My dad had never been able to keep a steady job. Which was kind of funny considering how many times he had been hired. That was the thing about my dad, he had no trouble finding work. He just couldn’t keep it. People loved him. His bosses always started out loving him. I loved him. He was boisterous and charming and completely irresponsible.
And he was a salesman. When I was very little, he sold cars. And knives, and cookware, and even life insurance policies at one point. In middle school, he’d moved to canvassing neighborhoods to sell roofs and then fences and finally gutters. When I got to high school, he had a steady job of selling medical equipment out of an office.
My mom and I had sincerely hoped that the office job would be a turning point for him. He even wore a tie to work and came home every day whistling.
But whatever it was that afflicted my dad when it came to finally pulling it together, had reared its ugly head and come back with a vengeance. When he lost the office job, he didn’t find another one until after I’d graduated and left the house.
In recent years, he’d had sporadic part time work with a tree service, but he wasn’t exactly a spry twenty-something-year-old. Manual labor was hard for him at his age. So he’d given that up, to try his hand at selling boats.
He’d managed that for eight months.
My heart dropped to my toes like it was made of stone. I grasped at my chest where there was only a gaping hole now. “He’ll find another job, Mom,” I assured her in an insistent whisper. “He always does.”
She didn’t turn around. She didn’t eve
n flinch. “At least you’re not here anymore,” she said.

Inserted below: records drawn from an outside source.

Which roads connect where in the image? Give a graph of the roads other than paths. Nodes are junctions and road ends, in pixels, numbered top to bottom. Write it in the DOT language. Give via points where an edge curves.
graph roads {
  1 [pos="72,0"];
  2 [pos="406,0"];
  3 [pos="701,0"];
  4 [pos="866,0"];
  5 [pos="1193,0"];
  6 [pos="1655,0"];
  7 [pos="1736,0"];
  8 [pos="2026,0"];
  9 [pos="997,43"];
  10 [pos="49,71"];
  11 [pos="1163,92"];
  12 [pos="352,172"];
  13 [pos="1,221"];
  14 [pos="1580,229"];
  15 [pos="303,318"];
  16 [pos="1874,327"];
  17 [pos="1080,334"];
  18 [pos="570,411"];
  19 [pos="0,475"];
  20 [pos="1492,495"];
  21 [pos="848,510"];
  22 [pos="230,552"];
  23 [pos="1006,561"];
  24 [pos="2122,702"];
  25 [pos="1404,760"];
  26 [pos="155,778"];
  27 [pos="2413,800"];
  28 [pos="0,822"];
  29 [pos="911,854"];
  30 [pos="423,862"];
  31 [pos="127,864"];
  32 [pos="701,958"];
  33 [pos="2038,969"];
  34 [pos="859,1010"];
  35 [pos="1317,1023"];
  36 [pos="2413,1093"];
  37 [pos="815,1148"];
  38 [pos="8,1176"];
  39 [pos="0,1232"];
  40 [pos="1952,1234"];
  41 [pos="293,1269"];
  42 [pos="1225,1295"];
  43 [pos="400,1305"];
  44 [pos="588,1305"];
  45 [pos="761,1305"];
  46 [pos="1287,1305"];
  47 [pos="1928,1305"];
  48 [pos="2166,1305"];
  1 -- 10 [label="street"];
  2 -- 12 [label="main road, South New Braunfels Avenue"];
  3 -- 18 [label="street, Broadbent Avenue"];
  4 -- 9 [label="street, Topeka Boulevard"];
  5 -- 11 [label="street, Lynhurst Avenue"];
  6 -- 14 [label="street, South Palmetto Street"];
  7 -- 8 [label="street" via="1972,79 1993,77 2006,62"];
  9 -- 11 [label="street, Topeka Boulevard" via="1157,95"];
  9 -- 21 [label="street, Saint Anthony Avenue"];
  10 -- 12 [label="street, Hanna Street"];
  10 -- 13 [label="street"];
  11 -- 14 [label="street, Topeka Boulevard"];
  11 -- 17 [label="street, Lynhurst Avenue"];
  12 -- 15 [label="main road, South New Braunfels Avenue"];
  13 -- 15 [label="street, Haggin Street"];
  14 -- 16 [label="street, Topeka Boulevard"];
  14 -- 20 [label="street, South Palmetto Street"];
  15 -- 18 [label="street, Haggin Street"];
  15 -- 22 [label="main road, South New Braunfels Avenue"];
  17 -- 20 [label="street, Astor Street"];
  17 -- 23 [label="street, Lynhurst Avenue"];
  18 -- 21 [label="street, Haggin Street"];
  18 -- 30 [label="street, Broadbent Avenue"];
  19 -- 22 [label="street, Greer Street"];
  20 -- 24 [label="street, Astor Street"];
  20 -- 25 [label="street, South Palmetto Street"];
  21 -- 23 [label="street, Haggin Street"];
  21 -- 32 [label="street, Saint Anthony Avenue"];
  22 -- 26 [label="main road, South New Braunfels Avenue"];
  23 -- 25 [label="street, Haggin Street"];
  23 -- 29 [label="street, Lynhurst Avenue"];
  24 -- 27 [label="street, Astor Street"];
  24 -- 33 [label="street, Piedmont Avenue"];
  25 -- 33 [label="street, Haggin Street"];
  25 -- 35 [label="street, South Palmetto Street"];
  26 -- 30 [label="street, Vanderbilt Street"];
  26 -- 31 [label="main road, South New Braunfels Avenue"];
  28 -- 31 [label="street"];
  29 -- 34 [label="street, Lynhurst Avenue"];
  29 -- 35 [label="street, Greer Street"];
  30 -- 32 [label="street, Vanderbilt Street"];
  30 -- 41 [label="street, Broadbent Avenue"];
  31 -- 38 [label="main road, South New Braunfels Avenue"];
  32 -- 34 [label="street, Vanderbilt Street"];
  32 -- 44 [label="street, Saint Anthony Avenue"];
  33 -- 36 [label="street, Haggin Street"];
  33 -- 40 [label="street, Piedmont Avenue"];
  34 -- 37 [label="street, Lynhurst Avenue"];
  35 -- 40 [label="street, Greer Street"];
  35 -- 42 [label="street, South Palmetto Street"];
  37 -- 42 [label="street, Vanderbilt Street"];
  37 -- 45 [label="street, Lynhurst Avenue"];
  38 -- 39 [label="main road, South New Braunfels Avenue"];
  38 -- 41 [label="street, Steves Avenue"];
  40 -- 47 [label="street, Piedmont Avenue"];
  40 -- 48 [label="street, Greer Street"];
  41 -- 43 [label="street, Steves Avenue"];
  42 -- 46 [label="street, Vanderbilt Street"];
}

I focused on the napkins again. I didn’t know what she meant by that. Maybe she was happy I didn’t have to carry these burdens anymore, that I didn’t have to watch my dad spiral into depression as he tortured himself for not being able to keep work like most other people. Or maybe she was happy she didn’t have another mouth to feed and body to take care of. Maybe she was just glad she had one less thing to worry about now.
“If you need help, Mom, I can—”
Her hand snapped up cutting my words off, stiff as a board. “No, we don’t need help. Especially not from our daughter. You got your bills to pay, and that new car of yours, so don’t you even think about us. This is your father’s mess. Let him figure out what we’re going to do.”
The hole in my chest widened, cracking my body cavity with dense fissures that spread like disease all the way to my toes. “Well, just let me know if I can help,” I said stubbornly. “You’ve taken care of me my entire life, it’s important for me to be able to help you.”
“Molly Nichole, it’s my job to take care of you.”
And there it was, the confusion that always bit at my skin, like little stinging gnats. Was that all I was to her? An obligation? Another job where she had to pick up all of my dad’s slack?
I accidentally bent the neck of my crane napkin. I tried to fix it, but the napkin wasn’t stiff enough and I only made it worse.
My dad’s heavy footsteps could be heard ambling down the hallway. Without verbally discussing it, Mom and I shut down our job conversation and focused on our individual tasks.
“Patty, have you seen my green t-shirt?” my dad started talking before he’d even reached the kitchen.
“It’s in the laundry room,” my mother answered, still staring at her ham balls. “It’s dirty.”
“Son of a bitch,” my dad grumbled in return. He turned the corner to the kitchen and stopped in his tracks, surprised to see me standing over his table. “Well, now, if it isn’t the most beautiful girl in North Carolina.”